Esports expert Andrew Noland discusses the disappointing performance of the dominant Eastern teams as Korea underperforms in the World Championships.
The world turned upside down this past weekend in the billion-dollar esports industry of “League of Legends.” Nearly all of the Eastern titans were felled at the hands of the West in the quarterfinals of the World Championships, and both Europe and North America, for the first time in seven years, live on as semifinalists in the world championship.
The miracle started when KT Rolster, the Korean #1 seed and pre-tournament favorite, found themselves knocked out by upstart Chinese team Invictus Gaming in five games. Veterans Smeb and Mata could only stare at one another as the “Defeat” banner flared across their screens and they walked off the stage, resigned to another year of high expectations followed by devastating underperformance.
But it turned out that, as dawn broke on Saturday morning, a greater upset was yet to come. G2 Esports, the European #3 seed, a team that was knocked out of the European Playoffs in the first round and only barely made it through the Play-In and Group Stages, wrested the seemingly inevitable “Golden Road” from the other pre-tournament favorite Royal Never Give Up. Off the back of midlander Perkz’s immaculate Aatrox and Leblanc performances in Games 4 and 5 respectively, G2 tore legendary ADC Uzi’s destiny from him and robbed us of a rematch of the Chinese Summer Finals.
The West suddenly possessed a glimmer of hope. If Europe’s theoretically worst team could take down the highly-regarded best team RNG, then North America’s third seed Cloud9 had a shot to beat Korea’s last team, the Afreeca Freecs. In dominating fashion, C9 did exactly that a with a clean 3-0 sweep behind mid laner Jensen’s outstanding Game 1 performance and top laner Licorice’s punch to steal the baron in Game 3. Korea suffered its worst finish in history.
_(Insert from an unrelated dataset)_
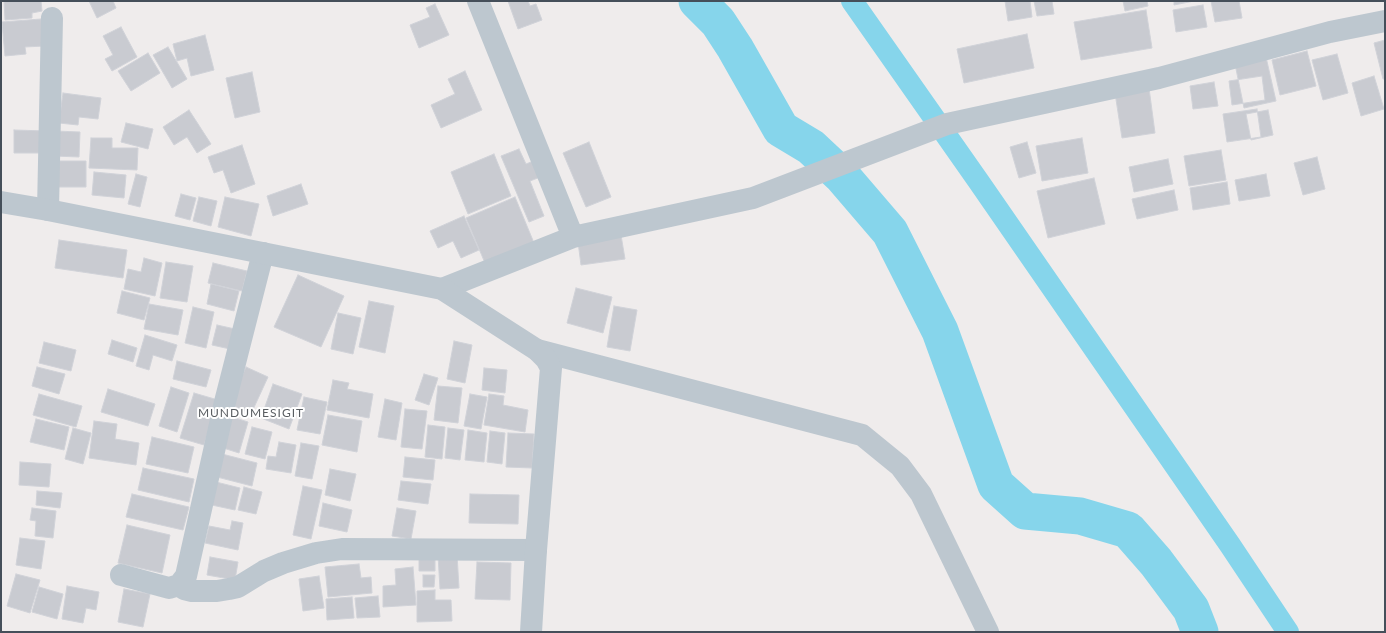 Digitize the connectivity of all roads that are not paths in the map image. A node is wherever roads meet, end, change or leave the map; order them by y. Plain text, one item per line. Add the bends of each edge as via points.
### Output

The only way to complete the perfect Western quarterfinal was for Fnatic to uphold its #1 seed and take down Chinese #3 seed Edward Gaming and cement the first Western finalist since Season 1. After a devastating loss in Game 1, Fnatic bounced back to win the next three games and therefore the match despite superstar mid-laner Caps’ terrible performances. Rookie top laner Bwipo stepped up in Game 4 to take the West home and will face Cloud9 in the greatest Western clash of all time.
For “League of Legends” fans, the question on all our minds is what happened to the best region in the world? Korea simply collapsed in this World Championship. One can argue that it was from the weight of expectations in front of the home crowd, but, as Korean LoL expert PapaSmithy showed, more factors played into the region’s downfall. Korea fell behind the meta and the teams underestimated their Western opponents.
As the Western teams prioritized early aggression and reckless teamfighting, Korea’s standard vision-suffocation strategy failed them. Europe and North America’s best, for the first time, played their own styles and succeeded: G2 prioritized their solo lanes, C9 empowered their junglers’ aggression and Fnatic relied on their skirmishing to one-two punch EDG out of each play.
In short, the gap has officially closed. China’s Invictus Gaming stands as the sole hope for retaining the East’s dominance. What does this mean for the average North American player? It might mean everything. NA teams will begin to invest in rookie talent and solo queue trolls cannot claim that we will lose to our Korean overlords anyway. Last, it gives hope to every Western team to play to their strengths and play their game. To flame Team SoloMid and Team Liquid one last time, playing like a worse Korean team has failed every time. If Western teams build upon the formula of developing their own meta, this tournament’s miracles might turn into the norm.